M, 89 minutes

2 Stars

Review by © Jane Freebury

In her first directorial role, Robin Wright took herself and her crew deep into the magnificent North American mountain wilderness. High above the snow line, among the deer, grizzlies, wolves and eagles is beyond many folks’ comfort zone. It would be interesting to know how the shoot went.

As the main character, Edee Mathis, in this spare survival drama from a screenplay co-written by Jesse Chatham and Erin Dignam, Wright plays a city woman who has suffered an unspecified tragedy.

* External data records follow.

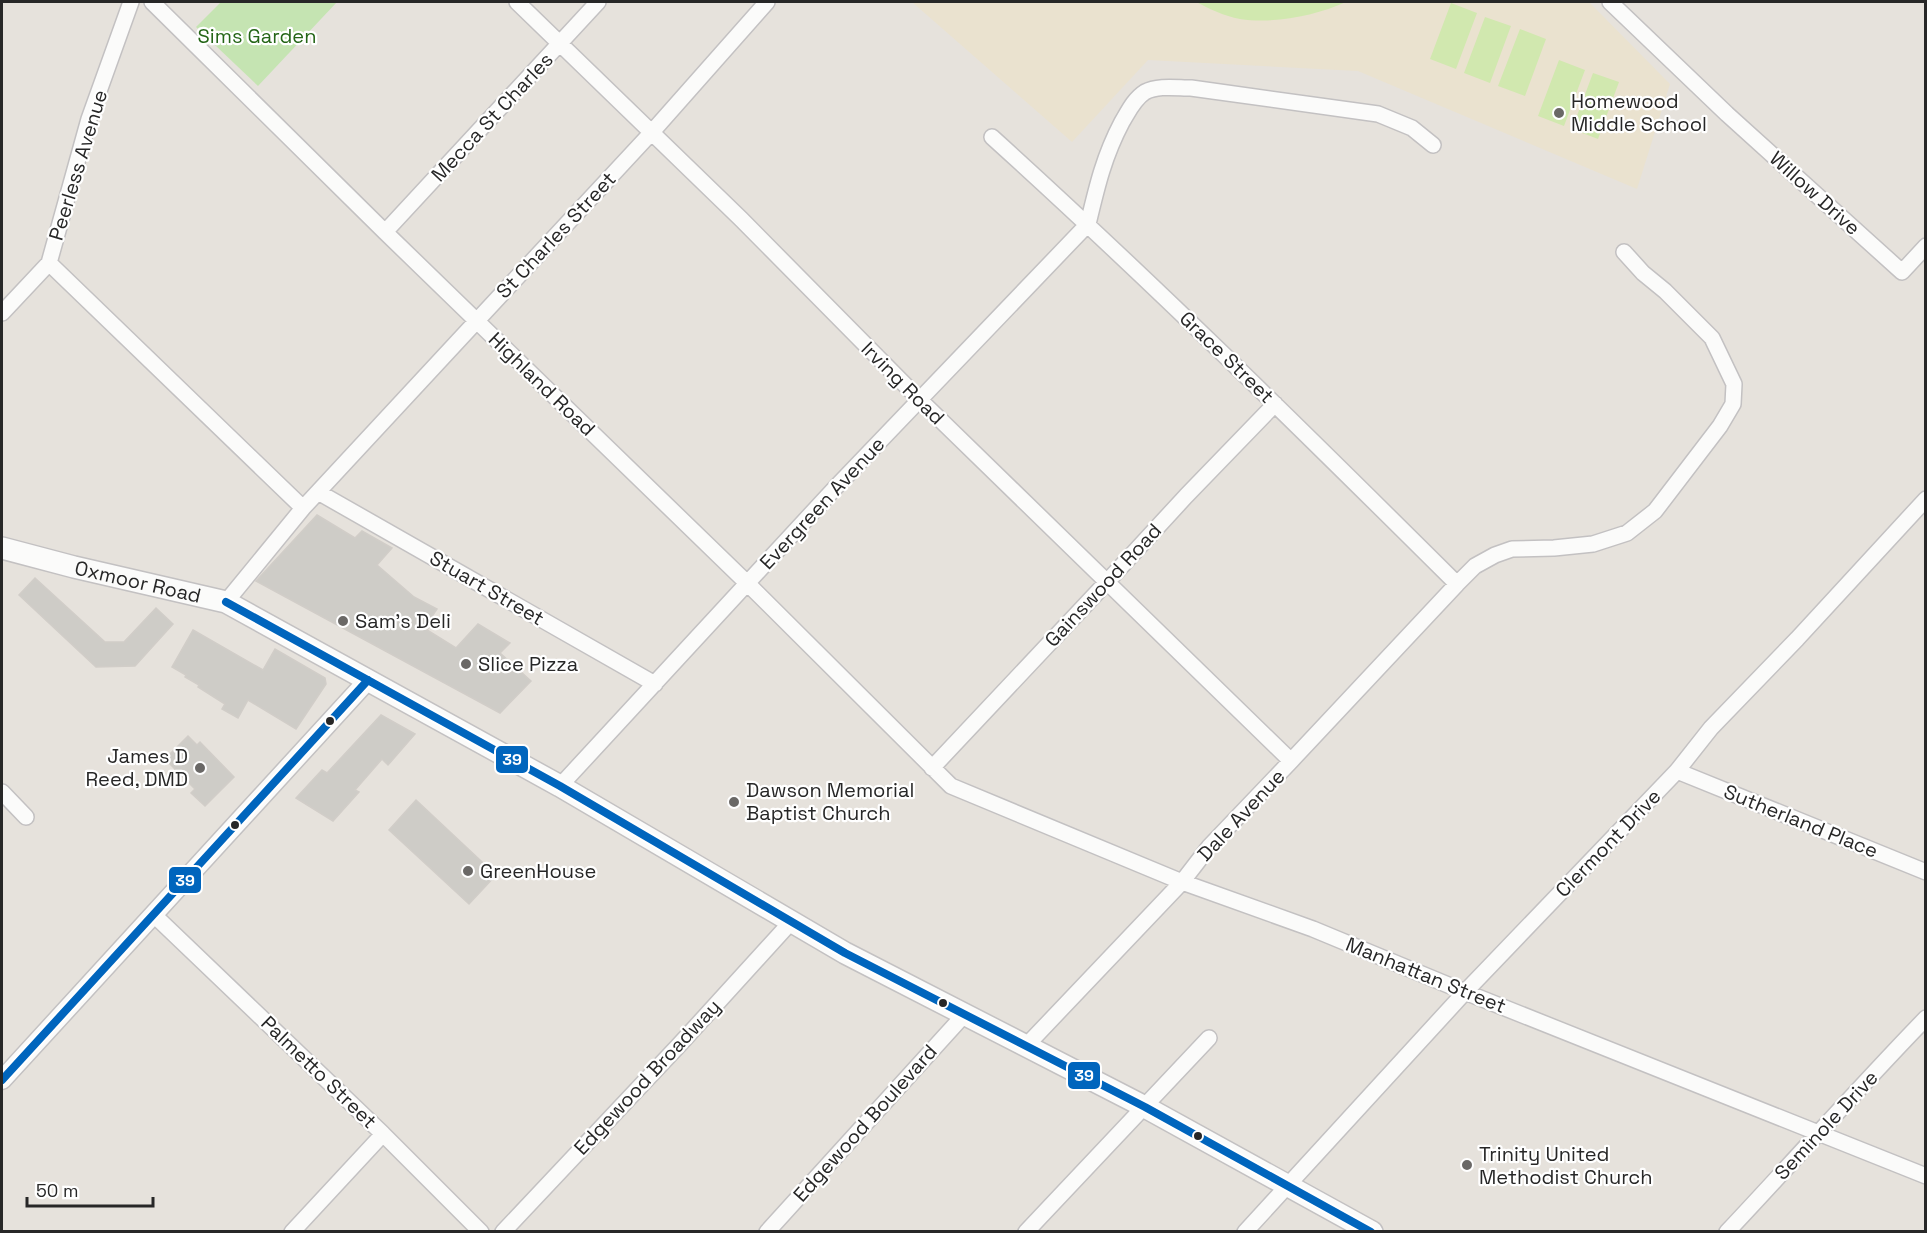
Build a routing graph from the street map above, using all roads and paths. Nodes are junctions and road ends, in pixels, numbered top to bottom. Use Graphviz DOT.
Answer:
graph roads {
  1 [pos="131,2"];
  2 [pos="152,2"];
  3 [pos="517,2"];
  4 [pos="597,2"];
  5 [pos="767,2"];
  6 [pos="1610,2"];
  7 [pos="560,44"];
  8 [pos="652,132"];
  9 [pos="992,137"];
  10 [pos="1433,145"];
  11 [pos="1089,224"];
  12 [pos="385,232"];
  13 [pos="1926,246"];
  14 [pos="1624,252"];
  15 [pos="49,263"];
  16 [pos="2,313"];
  17 [pos="477,321"];
  18 [pos="920,400"];
  19 [pos="1275,404"];
  20 [pos="318,492"];
  21 [pos="1924,503"];
  22 [pos="303,508"];
  23 [pos="2,548"];
  24 [pos="747,583"];
  25 [pos="1106,583"];
  26 [pos="1457,584"];
  27 [pos="226,602"];
  28 [pos="368,680"];
  29 [pos="655,684"];
  30 [pos="1292,762"];
  31 [pos="932,768"];
  32 [pos="1677,771"];
  33 [pos="560,786"];
  34 [pos="2,792"];
  35 [pos="27,817"];
  36 [pos="1926,872"];
  37 [pos="1182,882"];
  38 [pos="154,915"];
  39 [pos="791,922"];
  40 [pos="1465,992"];
  41 [pos="964,1015"];
  42 [pos="1926,1018"];
  43 [pos="1209,1038"];
  44 [pos="1026,1046"];
  45 [pos="2,1080"];
  46 [pos="1145,1107"];
  47 [pos="1820,1132"];
  48 [pos="383,1134"];
  49 [pos="1926,1176"];
  50 [pos="1288,1185"];
  51 [pos="292,1232"];
  52 [pos="481,1232"];
  53 [pos="503,1232"];
  54 [pos="767,1232"];
  55 [pos="1026,1232"];
  56 [pos="1245,1232"];
  57 [pos="1372,1232"];
  58 [pos="1727,1232"];
  1 -- 15 [label="street, Peerless Avenue"];
  2 -- 12 [label="street, Highland Road"];
  3 -- 7 [label="street, Irving Road"];
  4 -- 7 [label="street, Mecca St Charles"];
  5 -- 8 [label="street, St Charles Street"];
  6 -- 13 [label="street, Willow Drive"];
  7 -- 8 [label="street, Irving Road"];
  7 -- 12 [label="street, Mecca St Charles"];
  8 -- 17 [label="street, St Charles Street"];
  8 -- 18 [label="street, Irving Road"];
  9 -- 11 [label="street, Grace Street"];
  10 -- 11 [label="street"];
  11 -- 18 [label="street, Evergreen Avenue"];
  11 -- 19 [label="street, Grace Street"];
  12 -- 17 [label="street, Highland Road"];
  14 -- 26 [label="street, Dale Avenue"];
  15 -- 16 [label="street, Peerless Avenue"];
  15 -- 22 [label="street"];
  17 -- 20 [label="street, St Charles Street"];
  17 -- 24 [label="street, Highland Road"];
  18 -- 24 [label="street, Evergreen Avenue"];
  18 -- 25 [label="street, Irving Road"];
  19 -- 25 [label="street, Gainswood Road"];
  19 -- 26 [label="street, Grace Street"];
  20 -- 22 [label="street, St Charles Street"];
  20 -- 29 [label="street, Stuart Street"];
  21 -- 32 [label="street, Clermont Drive"];
  22 -- 27 [label="street, St Charles Street"];
  23 -- 27 [label="main road, Oxmoor Road"];
  24 -- 29 [label="street, Evergreen Avenue"];
  24 -- 31 [label="street, Highland Road"];
  25 -- 30 [label="street, Irving Road"];
  25 -- 31 [label="street, Gainswood Road"];
  26 -- 30 [label="street, Dale Avenue"];
  27 -- 28 [label="main road, Oxmoor Road"];
  28 -- 33 [label="main road, Oxmoor Road"];
  28 -- 38 [label="street"];
  29 -- 33 [label="street, Evergreen Avenue"];
  30 -- 37 [label="street, Dale Avenue"];
  31 -- 37 [label="street, Manhattan Street"];
  32 -- 36 [label="street, Sutherland Place"];
  32 -- 40 [label="street, Clermont Drive"];
  33 -- 39 [label="main road, Oxmoor Road"];
  34 -- 35 [label="street"];
  37 -- 40 [label="street, Manhattan Street"];
  37 -- 44 [label="street, Dale Avenue"];
  38 -- 45 [label="street"];
  38 -- 48 [label="street, Palmetto Street"];
  39 -- 41 [label="main road, Oxmoor Road"];
  39 -- 53 [label="street, Edgewood Broadway"];
  40 -- 47 [label="street, Manhattan Street"];
  40 -- 50 [label="street, Clermont Drive"];
  41 -- 44 [label="main road, Oxmoor Road"];
  41 -- 54 [label="street, Edgewood Boulevard"];
  42 -- 47 [label="street, Seminole Drive"];
  43 -- 46 [label="street"];
  44 -- 46 [label="main road, Oxmoor Road"];
  46 -- 50 [label="main road, Oxmoor Road"];
  46 -- 55 [label="street"];
  47 -- 49 [label="street, Manhattan Street"];
  47 -- 58 [label="street, Seminole Drive"];
  48 -- 51 [label="street"];
  48 -- 52 [label="street, Palmetto Street"];
  50 -- 56 [label="street, Clermont Drive"];
  50 -- 57 [label="main road, Oxmoor Road"];
}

As a consequence, she is deeply withdrawn.

On a whim, or to finish it all, we don’t really know, she has taken herself to the mountains of Wyoming, because she doesn’t want to be around people anymore.

However, she has none of the critical survival skills she will need in her new life. She cannot saw wood, nor swing an axe to make firewood. There’s a river down below but she has little idea about how to get herself fresh food. Hunting territory stretches from her cabin as far as the eye can see, but she cannot fish, shoot and she needs to consult a manual to create a veggie patch.

When she arrives one summer at an isolated, abandoned log cabin, perhaps there is plenty of time in the foreseeable future to learn how to survive the coming winter. If there is a plan, Edee never discloses it.

All she has when she arrives at her new home is a large supply of canned food for back up. Mainly chilli beans and tuna chunks in oil.

The adventure in the wilderness flags and events become a touch repetitive

The reasons for this drastic life change are not divulged. We can only intuit from fleeting images of subjective memory. A loving husband and a young son flash by in Edee’s reverie, and a sister to whom she is close. What has happened and where are they now? The questions that naturally arise remain unanswered.

Edee will become a hermit. Even the U-Haul that brought her to her new home is sent away, so there is no transport in case of emergency. It’s hard not to conclude the worst.

Competing with a destructive impulse there is, perhaps, a drive to get back to basics and start again, from the ground up. Is this the story of a woman who has lost everything and must learn to live again?

 

 

Robin Wright, director and star, in Land. Courtesy: Universal Pictures

At least, for the audience watching the unfolding drama at several removes, there is plenty of time to reflect. The many location shots of mountain wilderness record the changing seasons in the background.

When a grizzly suddenly emerges and traps a petrified Edee in the outhouse, it trashes her cabin and snaffles most of the cans that remain.  Survival has become tenuous as winter closes in.

As luck would have it, however, when Edee is looking dangerously thin and drawn, her life hanging by a thread, the door bursts open and a man and woman enter. Alawa (Sarah Dawn Pledge), a local nusrse, and Miguel (Demian Bichir), a local hunter, will save her life.

For all the conviction provided by Wright, usually an excellent actor, the film locks us out

As Edee’s health is restored, Miguel drops by to teach her how to hunt, fish and lay traps. It’s interesting that Edee takes up her survival skills with rifle and knife, unflinchingly. The pair discover they both are still fans of 1980s pop music.

Edee’s friendship with Miguel is diverting and it is important for the plot and final reveal, but the audience is left struggling to understand for too long. The adventure flags, and events become a touch repetitive.

This is the problem with Land. For all the conviction provided by Wright, usually an excellent actress, and the fact that it is filmed on location – with Canada standing in for Wyoming – is that it locks us out. Just like Edee herself telling Miguel that she doesn’t want to have any news from the outside world,

The film Wild with Reese Witherspoon was also about undertaking the impossible, a long, arduous solo hike, to recover from personal tragedy. But, Land seems more like Into the Wild, about a promising young man who took himself into the Alaskan wilderness, where he tragically died.

The reasons for this remained opaque, but the elusiveness to Into the Wild was more intriguing than Edee’s story turns out to be, tragic as it was too. Coincidentally, it was directed by Wright’s former partner, Sean Penn.